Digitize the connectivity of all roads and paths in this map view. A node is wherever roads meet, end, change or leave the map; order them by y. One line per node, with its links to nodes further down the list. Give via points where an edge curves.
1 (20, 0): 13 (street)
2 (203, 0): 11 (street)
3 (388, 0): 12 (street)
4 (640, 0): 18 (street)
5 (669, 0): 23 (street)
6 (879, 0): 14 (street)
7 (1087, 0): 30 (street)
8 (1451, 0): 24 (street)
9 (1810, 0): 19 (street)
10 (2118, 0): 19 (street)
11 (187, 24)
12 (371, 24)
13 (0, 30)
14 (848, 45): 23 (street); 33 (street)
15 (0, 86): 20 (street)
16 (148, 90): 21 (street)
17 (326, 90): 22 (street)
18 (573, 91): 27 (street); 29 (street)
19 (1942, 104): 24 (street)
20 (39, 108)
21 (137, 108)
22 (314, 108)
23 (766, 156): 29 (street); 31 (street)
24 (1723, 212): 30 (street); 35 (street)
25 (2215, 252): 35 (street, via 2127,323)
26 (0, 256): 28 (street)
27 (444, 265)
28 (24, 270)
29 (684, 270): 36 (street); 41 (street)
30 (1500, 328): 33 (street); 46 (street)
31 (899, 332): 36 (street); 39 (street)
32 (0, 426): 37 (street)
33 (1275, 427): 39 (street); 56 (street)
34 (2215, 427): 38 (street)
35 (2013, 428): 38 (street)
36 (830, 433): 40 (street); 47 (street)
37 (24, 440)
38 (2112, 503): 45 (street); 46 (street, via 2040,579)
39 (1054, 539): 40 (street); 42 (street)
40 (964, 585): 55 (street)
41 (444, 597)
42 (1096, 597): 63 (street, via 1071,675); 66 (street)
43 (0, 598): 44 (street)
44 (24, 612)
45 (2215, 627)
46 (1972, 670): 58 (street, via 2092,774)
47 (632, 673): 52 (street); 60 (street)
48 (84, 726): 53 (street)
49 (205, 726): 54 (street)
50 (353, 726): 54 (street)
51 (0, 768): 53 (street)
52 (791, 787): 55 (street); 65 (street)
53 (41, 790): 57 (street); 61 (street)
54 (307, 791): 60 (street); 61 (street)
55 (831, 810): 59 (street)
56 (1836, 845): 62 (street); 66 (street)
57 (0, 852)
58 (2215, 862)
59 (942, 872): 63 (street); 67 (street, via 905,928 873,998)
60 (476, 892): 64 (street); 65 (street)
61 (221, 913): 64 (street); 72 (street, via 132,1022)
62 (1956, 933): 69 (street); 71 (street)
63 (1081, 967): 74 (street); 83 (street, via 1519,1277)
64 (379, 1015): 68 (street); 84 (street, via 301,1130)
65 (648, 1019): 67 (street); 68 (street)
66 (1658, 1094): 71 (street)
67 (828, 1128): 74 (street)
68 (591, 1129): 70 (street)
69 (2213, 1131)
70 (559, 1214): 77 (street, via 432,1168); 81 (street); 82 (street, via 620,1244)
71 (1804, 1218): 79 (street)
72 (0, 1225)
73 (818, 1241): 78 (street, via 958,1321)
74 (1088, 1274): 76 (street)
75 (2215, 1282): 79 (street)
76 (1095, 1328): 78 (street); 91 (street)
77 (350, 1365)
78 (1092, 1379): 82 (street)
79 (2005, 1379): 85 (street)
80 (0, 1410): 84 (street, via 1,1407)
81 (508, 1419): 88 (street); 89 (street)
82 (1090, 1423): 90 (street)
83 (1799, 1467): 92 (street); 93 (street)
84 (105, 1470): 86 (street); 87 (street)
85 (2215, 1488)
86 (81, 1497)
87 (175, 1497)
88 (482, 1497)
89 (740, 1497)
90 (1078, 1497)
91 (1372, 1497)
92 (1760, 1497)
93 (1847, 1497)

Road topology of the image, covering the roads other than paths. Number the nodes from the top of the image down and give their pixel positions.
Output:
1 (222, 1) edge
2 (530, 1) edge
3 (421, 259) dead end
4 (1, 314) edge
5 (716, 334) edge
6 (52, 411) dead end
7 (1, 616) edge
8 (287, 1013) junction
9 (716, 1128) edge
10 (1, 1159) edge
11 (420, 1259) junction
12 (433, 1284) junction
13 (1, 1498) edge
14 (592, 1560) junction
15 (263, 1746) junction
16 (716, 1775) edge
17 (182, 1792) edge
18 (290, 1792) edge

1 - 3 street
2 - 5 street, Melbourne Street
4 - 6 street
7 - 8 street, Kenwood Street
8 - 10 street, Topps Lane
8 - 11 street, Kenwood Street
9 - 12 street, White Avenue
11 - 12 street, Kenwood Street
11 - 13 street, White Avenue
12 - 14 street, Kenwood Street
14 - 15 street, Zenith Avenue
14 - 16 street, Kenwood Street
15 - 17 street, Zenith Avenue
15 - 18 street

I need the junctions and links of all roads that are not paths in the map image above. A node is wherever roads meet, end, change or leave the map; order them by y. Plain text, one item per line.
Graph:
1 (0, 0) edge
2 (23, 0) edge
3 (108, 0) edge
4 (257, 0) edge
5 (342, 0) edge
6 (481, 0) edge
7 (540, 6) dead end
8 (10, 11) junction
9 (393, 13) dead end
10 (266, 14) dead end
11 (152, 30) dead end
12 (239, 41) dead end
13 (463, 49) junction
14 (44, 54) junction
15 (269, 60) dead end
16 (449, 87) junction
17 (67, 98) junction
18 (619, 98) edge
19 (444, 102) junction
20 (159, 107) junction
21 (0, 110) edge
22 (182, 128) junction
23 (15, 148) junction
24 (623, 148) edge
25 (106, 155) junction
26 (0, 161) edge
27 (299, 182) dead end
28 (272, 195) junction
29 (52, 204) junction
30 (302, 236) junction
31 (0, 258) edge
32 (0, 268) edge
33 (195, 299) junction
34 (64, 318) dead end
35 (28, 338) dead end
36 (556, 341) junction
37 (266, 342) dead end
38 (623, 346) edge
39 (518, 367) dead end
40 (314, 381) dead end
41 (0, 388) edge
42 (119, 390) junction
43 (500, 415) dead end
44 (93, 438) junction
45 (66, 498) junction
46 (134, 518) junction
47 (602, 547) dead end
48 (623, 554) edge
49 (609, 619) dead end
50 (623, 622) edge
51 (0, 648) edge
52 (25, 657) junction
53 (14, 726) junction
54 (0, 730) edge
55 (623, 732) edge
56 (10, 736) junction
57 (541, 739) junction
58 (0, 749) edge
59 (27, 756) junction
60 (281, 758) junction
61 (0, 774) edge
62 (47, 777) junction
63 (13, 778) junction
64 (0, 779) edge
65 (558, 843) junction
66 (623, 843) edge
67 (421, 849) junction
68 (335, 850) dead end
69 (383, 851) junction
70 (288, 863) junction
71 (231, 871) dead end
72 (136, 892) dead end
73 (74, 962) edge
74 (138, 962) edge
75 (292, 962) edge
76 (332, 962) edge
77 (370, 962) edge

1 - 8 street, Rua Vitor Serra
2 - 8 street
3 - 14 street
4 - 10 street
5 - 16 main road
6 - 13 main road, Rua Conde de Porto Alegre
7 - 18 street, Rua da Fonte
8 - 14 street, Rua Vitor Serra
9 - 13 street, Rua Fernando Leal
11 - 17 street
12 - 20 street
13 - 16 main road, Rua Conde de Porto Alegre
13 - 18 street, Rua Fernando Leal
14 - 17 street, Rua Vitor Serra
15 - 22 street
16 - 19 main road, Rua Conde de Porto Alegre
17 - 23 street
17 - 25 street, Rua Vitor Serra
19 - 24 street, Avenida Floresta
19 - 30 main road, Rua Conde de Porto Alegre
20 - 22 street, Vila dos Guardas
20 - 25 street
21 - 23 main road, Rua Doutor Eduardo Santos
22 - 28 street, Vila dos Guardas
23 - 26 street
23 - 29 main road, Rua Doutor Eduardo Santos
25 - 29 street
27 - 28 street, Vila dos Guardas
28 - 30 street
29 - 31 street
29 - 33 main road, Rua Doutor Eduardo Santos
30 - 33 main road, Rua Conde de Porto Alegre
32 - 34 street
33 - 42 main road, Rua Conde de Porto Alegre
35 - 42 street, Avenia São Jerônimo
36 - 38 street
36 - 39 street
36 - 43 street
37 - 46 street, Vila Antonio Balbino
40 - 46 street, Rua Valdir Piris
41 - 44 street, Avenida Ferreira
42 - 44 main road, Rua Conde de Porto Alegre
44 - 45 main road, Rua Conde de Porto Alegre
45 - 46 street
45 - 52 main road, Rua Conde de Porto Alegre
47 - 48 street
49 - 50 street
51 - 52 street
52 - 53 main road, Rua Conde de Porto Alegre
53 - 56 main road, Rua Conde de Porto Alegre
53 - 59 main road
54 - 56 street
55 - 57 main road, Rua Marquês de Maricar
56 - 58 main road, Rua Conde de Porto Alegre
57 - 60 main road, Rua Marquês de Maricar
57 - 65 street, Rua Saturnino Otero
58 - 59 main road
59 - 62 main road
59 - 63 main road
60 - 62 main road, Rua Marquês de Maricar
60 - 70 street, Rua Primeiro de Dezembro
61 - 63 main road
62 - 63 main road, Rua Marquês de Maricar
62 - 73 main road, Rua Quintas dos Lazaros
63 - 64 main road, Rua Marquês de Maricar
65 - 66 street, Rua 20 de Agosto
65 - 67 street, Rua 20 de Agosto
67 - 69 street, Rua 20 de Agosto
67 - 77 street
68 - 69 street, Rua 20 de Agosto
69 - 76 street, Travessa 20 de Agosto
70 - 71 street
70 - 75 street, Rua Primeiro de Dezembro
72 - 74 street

• _What the task asks_: Copy all lines from the data above that contain the word "links".

• _Response_:
Digitize the connectivity of all roads and paths in this map view. A node is wherever roads meet, end, change or leave the map; order them by y. One line per node, with its links to nodes further down the list. Give via points where an edge curves.
I need the junctions and links of all roads that are not paths in the map image above. A node is wherever roads meet, end, change or leave the map; order them by y. Plain text, one item per line.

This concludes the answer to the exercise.